KR100564433B1 - Method for forming capacitor of the semiconductor device - Google Patents

Abstract

The present invention relates to a method of manufacturing a capacitor of a semiconductor device, and in particular, forming a lower electrode and a silicon oxide film sequentially on a semiconductor substrate having a lower structure, performing a P doping process on the lower electrode having a silicon oxide film, Forming a silicon nitride film over the silicon oxide film, forming a dielectric film over the silicon nitride film, and forming an upper electrode over the dielectric film while continuing the P doping process. Therefore, according to the present invention, the dopant P of the lower electrode is increased during the deposition and heat treatment of the lower electrode by increasing the dopant P concentration at the lower electrode interface by further adding a P doping process in the process of forming the silicon nitride film on the silicon oxide layer.
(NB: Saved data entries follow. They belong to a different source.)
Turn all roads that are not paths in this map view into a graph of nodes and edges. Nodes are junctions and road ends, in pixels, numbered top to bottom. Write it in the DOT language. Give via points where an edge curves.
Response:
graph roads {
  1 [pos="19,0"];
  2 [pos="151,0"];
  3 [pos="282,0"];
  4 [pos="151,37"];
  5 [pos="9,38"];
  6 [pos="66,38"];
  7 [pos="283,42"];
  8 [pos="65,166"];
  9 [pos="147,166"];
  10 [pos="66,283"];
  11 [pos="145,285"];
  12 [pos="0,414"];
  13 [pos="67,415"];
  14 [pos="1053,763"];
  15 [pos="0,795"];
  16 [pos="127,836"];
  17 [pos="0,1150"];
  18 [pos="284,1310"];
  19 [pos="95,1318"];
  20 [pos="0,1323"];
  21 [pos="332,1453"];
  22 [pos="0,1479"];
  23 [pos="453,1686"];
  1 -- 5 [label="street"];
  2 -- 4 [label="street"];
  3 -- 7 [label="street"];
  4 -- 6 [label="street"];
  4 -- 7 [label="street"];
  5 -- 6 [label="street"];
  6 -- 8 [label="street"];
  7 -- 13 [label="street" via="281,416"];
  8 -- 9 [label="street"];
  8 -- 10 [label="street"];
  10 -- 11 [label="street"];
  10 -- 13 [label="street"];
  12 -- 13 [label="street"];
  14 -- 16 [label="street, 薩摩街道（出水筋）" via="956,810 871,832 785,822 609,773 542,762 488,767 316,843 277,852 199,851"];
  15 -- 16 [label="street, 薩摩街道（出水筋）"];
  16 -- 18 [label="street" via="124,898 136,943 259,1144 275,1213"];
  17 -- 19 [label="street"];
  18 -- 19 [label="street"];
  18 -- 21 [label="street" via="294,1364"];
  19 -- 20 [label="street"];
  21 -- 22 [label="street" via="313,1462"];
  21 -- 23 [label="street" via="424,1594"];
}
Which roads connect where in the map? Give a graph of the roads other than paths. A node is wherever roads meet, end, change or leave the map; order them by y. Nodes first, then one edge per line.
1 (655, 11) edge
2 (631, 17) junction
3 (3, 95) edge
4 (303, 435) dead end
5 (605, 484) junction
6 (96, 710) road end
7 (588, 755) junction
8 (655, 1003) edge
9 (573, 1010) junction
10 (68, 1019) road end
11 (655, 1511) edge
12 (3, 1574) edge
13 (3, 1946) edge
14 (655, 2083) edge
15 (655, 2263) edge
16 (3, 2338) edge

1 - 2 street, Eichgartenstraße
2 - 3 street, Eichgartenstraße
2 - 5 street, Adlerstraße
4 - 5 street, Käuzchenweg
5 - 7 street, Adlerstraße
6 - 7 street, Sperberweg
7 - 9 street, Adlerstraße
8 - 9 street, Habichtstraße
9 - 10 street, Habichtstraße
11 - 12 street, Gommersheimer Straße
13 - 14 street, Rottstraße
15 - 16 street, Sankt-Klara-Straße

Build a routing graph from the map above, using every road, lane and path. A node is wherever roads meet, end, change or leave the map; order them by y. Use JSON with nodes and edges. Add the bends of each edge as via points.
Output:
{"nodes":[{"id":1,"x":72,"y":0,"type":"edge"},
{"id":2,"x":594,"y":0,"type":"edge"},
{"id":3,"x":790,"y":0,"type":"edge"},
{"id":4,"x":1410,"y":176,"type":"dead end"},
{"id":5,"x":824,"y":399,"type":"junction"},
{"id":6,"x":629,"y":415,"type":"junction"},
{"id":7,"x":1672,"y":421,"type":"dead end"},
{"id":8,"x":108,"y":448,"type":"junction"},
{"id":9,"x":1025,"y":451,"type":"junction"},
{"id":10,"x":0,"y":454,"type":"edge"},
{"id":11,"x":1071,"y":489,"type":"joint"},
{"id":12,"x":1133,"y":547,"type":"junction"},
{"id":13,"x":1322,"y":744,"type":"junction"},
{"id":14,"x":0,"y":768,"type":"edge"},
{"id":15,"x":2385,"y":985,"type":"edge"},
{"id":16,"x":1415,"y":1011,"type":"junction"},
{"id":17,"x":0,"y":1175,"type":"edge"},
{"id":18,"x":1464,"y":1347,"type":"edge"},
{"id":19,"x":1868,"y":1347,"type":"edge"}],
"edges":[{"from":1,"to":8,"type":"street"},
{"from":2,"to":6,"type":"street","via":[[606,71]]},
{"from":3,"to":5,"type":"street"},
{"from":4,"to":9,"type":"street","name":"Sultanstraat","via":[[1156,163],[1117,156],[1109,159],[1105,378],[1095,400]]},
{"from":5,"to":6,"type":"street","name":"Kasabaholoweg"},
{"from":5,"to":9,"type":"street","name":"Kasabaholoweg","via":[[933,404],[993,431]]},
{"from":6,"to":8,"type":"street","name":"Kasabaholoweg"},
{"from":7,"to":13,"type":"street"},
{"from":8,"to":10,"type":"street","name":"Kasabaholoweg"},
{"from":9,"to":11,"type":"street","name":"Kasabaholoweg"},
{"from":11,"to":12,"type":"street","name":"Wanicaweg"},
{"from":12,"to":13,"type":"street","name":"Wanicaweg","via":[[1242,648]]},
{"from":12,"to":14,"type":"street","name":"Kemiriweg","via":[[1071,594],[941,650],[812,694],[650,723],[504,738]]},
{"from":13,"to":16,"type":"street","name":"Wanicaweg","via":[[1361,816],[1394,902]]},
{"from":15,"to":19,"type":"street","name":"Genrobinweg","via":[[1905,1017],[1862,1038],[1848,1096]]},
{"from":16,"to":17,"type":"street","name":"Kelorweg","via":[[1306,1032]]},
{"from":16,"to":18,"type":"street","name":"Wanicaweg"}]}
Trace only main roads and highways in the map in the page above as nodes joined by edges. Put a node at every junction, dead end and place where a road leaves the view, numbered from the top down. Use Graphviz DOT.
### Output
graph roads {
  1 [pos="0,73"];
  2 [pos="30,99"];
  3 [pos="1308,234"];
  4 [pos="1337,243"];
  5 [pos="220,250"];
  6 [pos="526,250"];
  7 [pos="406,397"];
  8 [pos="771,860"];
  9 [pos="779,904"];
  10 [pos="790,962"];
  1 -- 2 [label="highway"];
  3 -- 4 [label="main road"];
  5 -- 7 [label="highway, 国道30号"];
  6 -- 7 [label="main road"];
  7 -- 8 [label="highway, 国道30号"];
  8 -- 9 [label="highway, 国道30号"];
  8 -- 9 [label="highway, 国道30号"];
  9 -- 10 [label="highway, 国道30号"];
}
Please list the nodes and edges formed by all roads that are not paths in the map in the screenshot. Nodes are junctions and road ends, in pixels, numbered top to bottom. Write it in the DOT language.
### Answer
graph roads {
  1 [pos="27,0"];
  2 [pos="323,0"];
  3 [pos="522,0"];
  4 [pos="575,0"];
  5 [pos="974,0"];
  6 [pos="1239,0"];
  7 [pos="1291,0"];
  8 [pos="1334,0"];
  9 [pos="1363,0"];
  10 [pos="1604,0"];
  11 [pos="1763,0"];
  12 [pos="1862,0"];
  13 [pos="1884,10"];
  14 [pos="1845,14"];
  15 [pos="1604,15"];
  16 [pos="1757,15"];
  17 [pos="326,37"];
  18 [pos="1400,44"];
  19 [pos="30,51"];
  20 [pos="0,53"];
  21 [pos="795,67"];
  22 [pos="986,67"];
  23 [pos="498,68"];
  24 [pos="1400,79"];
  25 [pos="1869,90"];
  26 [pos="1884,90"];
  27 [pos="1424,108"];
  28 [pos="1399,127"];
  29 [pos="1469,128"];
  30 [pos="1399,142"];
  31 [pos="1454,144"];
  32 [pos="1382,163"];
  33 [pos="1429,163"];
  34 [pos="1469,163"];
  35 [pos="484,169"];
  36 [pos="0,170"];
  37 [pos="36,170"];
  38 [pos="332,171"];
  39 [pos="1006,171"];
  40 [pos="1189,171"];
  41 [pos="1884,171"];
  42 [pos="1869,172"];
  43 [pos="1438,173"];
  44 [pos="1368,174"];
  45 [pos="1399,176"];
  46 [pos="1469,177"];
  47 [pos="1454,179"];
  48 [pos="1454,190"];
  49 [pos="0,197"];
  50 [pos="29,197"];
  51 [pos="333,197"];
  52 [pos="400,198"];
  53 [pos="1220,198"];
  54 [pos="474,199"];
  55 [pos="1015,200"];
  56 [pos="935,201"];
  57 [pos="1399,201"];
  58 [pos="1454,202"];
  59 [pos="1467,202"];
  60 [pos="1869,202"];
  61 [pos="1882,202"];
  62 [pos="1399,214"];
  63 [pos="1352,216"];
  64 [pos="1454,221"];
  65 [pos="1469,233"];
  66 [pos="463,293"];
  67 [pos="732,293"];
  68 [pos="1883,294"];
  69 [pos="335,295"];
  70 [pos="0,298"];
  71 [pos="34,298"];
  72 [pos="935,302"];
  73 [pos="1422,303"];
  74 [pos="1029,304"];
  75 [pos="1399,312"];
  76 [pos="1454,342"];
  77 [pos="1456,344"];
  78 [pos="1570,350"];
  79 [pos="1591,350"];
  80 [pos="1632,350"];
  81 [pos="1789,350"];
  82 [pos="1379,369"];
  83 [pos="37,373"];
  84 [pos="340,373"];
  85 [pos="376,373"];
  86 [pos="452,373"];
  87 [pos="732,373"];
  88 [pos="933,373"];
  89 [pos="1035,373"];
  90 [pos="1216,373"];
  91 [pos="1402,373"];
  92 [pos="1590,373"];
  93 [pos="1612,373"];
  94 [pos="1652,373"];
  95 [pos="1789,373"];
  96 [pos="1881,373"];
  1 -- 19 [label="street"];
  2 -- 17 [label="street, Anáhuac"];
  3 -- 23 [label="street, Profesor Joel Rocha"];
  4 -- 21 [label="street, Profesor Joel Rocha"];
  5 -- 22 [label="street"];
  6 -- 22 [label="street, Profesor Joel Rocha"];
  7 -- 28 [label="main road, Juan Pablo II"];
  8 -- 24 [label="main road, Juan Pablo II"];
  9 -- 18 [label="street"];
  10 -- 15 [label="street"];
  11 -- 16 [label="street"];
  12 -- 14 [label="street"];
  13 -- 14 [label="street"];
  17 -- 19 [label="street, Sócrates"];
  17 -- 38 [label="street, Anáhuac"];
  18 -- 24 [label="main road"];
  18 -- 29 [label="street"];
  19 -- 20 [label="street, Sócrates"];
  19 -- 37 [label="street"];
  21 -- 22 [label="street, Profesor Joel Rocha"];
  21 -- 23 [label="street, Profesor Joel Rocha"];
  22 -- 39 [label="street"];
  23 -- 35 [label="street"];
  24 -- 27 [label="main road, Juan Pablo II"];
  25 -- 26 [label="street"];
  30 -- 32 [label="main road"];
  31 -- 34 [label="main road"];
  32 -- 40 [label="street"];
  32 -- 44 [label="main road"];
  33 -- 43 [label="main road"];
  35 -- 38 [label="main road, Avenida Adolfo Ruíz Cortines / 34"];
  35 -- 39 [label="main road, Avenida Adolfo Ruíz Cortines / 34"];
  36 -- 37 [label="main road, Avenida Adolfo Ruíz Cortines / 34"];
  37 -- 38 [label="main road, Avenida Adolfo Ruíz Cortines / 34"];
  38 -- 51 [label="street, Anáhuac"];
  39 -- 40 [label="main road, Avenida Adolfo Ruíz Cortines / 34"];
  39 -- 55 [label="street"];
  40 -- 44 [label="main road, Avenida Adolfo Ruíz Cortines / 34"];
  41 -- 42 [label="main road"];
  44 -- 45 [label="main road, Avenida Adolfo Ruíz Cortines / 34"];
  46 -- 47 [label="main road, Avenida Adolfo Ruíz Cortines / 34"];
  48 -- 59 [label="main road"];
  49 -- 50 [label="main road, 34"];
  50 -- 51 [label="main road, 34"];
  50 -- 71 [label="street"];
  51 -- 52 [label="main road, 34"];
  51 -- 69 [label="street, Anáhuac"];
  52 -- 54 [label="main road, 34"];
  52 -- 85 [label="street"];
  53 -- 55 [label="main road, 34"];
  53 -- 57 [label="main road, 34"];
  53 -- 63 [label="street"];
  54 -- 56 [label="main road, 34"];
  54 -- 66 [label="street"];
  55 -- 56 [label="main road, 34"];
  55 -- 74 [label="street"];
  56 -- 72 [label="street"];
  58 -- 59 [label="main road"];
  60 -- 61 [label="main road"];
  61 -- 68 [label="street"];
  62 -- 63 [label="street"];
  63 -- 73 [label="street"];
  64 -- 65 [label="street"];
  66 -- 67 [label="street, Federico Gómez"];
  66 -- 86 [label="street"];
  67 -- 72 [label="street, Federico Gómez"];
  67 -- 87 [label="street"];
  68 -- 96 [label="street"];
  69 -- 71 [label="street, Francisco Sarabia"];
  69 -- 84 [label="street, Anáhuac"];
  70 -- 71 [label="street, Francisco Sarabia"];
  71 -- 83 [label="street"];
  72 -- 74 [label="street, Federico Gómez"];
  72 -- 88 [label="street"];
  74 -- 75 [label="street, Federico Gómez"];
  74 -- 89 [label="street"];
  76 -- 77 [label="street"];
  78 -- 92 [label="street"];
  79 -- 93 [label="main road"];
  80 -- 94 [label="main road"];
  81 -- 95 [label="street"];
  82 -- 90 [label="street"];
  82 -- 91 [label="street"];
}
Diffusion into the dielectric layer compensates for the reduction of the dopant of the lower electrode, thereby preventing capacitance reduction.

Capacitor, Bottom Electrode, Dopant, P Doped

Description

Method for forming capacitor of semiconductor device             

1A to 1F are flowcharts illustrating a method of manufacturing a capacitor of a semiconductor device according to an embodiment of the present invention.

Figure 2 is a graph showing the relationship between the doping depth and its concentration in the capacitor lower electrode by PH ₃ doping according to the present invention.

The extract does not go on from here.